2015-11-16 Thread Erwan ALLAIN
You may need to persist r1 after partitionBy call. second join will be more
efficient.

On Mon, Nov 16, 2015 at 2:48 PM, Rishi Mishra  wrote:

> AFAIK and can see in the code both of them should behave same.
>
> On Sat, Nov 14, 2015 at 2:10 AM, Alexander Pivovarov  > wrote:
>
>> Hi Everyone
>>
>> Is there any difference in performance btw the following two joins?
>>
>>
>> val r1: RDD[(String, String]) = ???
>> val r2: RDD[(String, String]) = ???
>>
>> val partNum = 80
>> val partitioner = new HashPartitioner(partNum)
>>
>> // Join 1
>> val res1 = r1.partitionBy(partitioner).join(r2.partitionBy(partitioner))
>>
>> // Join 2
>> val res2 = r1.join(r2, partNum)
>>
>>
>>
>
>
> --
> Regards,
> Rishitesh Mishra,
> SnappyData . (http://www.snappydata.io/)
>
> https://in.linkedin.com/in/rishiteshmishra
>


Re: Join and HashPartitioner question

2015-11-16 Thread Rishi Mishra
AFAIK and can see in the code both of them should behave same.

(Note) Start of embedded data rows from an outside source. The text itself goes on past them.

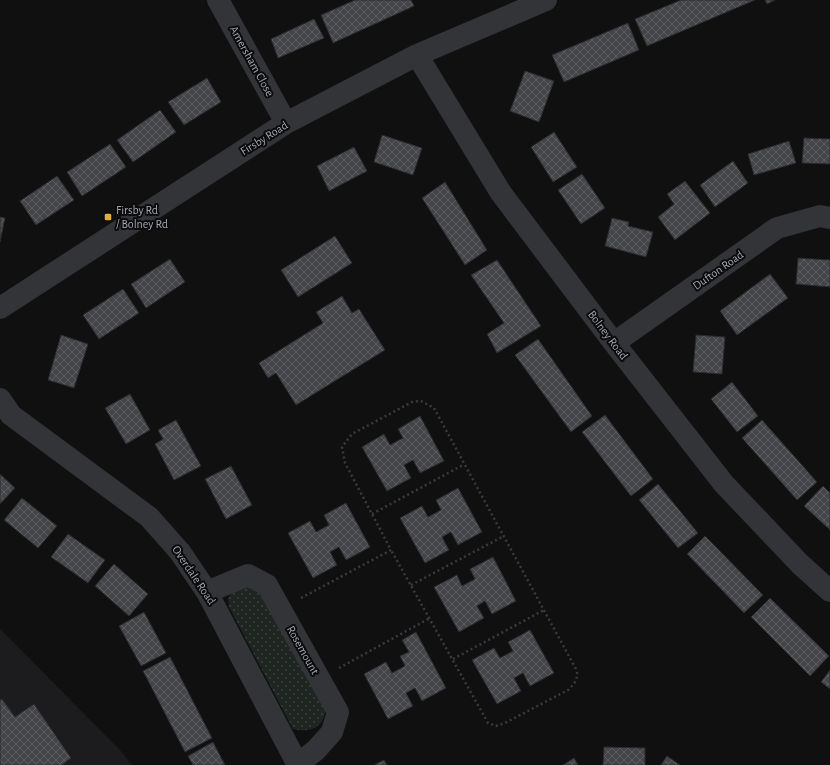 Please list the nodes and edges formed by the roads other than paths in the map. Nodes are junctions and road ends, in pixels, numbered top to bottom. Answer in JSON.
{"nodes":[{"id":1,"x":218,"y":0,"type":"edge"},
{"id":2,"x":546,"y":0,"type":"edge"},
{"id":3,"x":417,"y":55,"type":"junction"},
{"id":4,"x":286,"y":123,"type":"junction"},
{"id":5,"x":830,"y":218,"type":"edge"},
{"id":6,"x":0,"y":308,"type":"edge"},
{"id":7,"x":614,"y":344,"type":"junction"},
{"id":8,"x":0,"y":399,"type":"edge"},
{"id":9,"x":830,"y":591,"type":"edge"},
{"id":10,"x":208,"y":592,"type":"junction"},
{"id":11,"x":298,"y":765,"type":"edge"}],
"edges":[{"from":1,"to":4,"type":"street","name":"Amersham Close"},
{"from":2,"to":3,"type":"street","name":"Firsby Road"},
{"from":3,"to":4,"type":"street","name":"Firsby Road"},
{"from":3,"to":7,"type":"street","name":"Bolney Road"},
{"from":4,"to":6,"type":"street","name":"Firsby Road"},
{"from":5,"to":7,"type":"street","name":"Dufton Road"},
{"from":7,"to":9,"type":"street","name":"Bolney Road"},
{"from":8,"to":10,"type":"street","name":"Overdale Road"},
{"from":10,"to":11,"type":"street","name":"Overdale Road"},
{"from":10,"to":11,"type":"street","name":"Rosemount"}]} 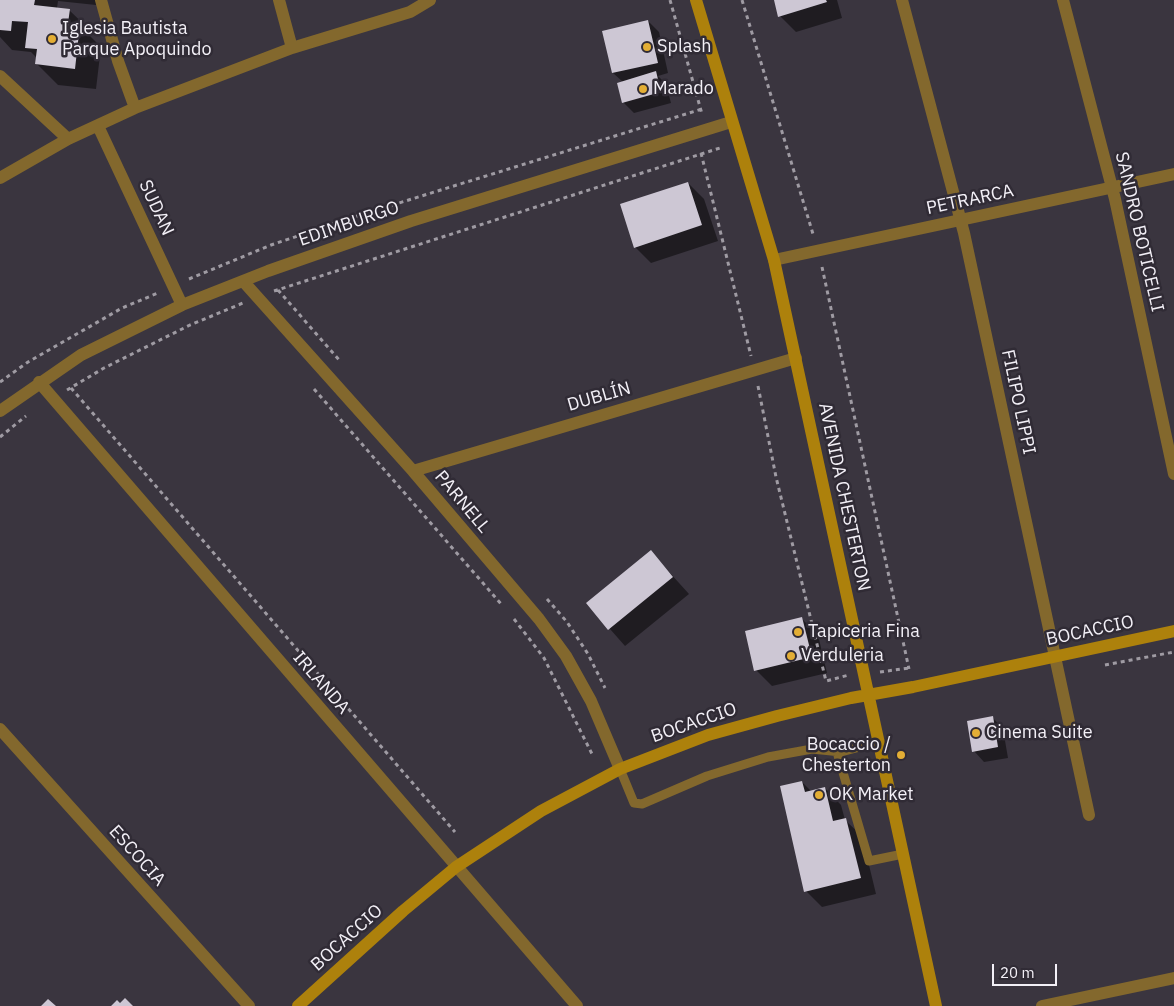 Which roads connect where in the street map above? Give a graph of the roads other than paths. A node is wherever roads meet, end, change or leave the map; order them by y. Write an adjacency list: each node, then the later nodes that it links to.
1 (100, 0): 9 (street)
2 (278, 0): 7 (street)
3 (430, 0): 7 (street)
4 (696, 0): 10 (main road, AVENIDA CHESTERTON)
5 (902, 0): 16 (street, FILIPO LIPPI)
6 (1063, 0): 15 (street, SANDRO BOTICELLI)
7 (292, 48): 9 (street)
8 (0, 76): 12 (street)
9 (136, 108): 11 (street)
10 (731, 122): 17 (main road, AVENIDA CHESTERTON); 18 (street, EDIMBURGO)
11 (98, 126): 12 (street); 19 (street, SUDAN)
12 (68, 140): 14 (street)
13 (1174, 174): 15 (street, PETRARCA)
14 (0, 178)
15 (1112, 187): 16 (street, PETRARCA); 24 (street, SANDRO BOTICELLI)
16 (961, 220): 17 (street, PETRARCA); 26 (street, FILIPO LIPPI)
17 (774, 260): 20 (main road, AVENIDA CHESTERTON)
18 (243, 281): 19 (street, EDIMBURGO); 23 (street, PARNELL)
19 (182, 305): 21 (street, EDIMBURGO)
20 (796, 358): 23 (street, DUBLÍN); 27 (main road, AVENIDA CHESTERTON)
21 (39, 382): 22 (street, EDIMBURGO); 34 (street, IRLANDA)
22 (0, 411)
23 (413, 471): 31 (street, PARNELL)
24 (1174, 474)
25 (1174, 630): 26 (main road, BOCACCIO)
26 (1055, 656): 27 (main road, BOCACCIO); 32 (street, FILIPO LIPPI)
27 (868, 695): 29 (main road, AVENIDA CHESTERTON); 31 (main road, BOCACCIO)
28 (0, 729): 36 (street, ESCOCIA)
29 (879, 742): 30 (lane); 33 (main road, AVENIDA CHESTERTON)
30 (837, 752): 31 (lane); 33 (lane)
31 (620, 769): 34 (main road, BOCACCIO)
32 (1089, 815)
33 (903, 854): 39 (main road, AVENIDA CHESTERTON)
34 (456, 867): 37 (main road, BOCACCIO); 38 (street, IRLANDA)
35 (1174, 978): 40 (street)
36 (249, 1006)
37 (298, 1006)
38 (577, 1006)
39 (936, 1006)
40 (1042, 1006)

On Sat, Nov 14, 2015 at 2:10 AM, Alexander Pivovarov 
wrote:

> Hi Everyone
>
> Is there any difference in performance btw the following two joins?
>
>
> val r1: RDD[(String, String]) = ???
> val r2: RDD[(String, String]) = ???
>
> val partNum = 80
> val partitioner = new HashPartitioner(partNum)
>
> // Join 1
> val res1 = r1.partitionBy(partitioner).join(r2.partitionBy(partitioner))
>
> // Join 2
> val res2 = r1.join(r2, partNum)
>
>
>


-- 
Regards,
Rishitesh Mishra,
SnappyData . (http://www.snappydata.io/)

https://in.linkedin.com/in/rishiteshmishra


Join and HashPartitioner question

2015-11-13 Thread Alexander Pivovarov
Hi Everyone

Is there any difference in performance btw the following two joins?


val r1: RDD[(String, String]) = ???
val r2: RDD[(String, String]) = ???

val partNum = 80
val partitioner = new HashPartitioner(partNum)

// Join 1
val res1 = r1.partitionBy(partitioner).join(r2.partitionBy(partitioner))

// Join 2
val res2 = r1.join(r2, partNum)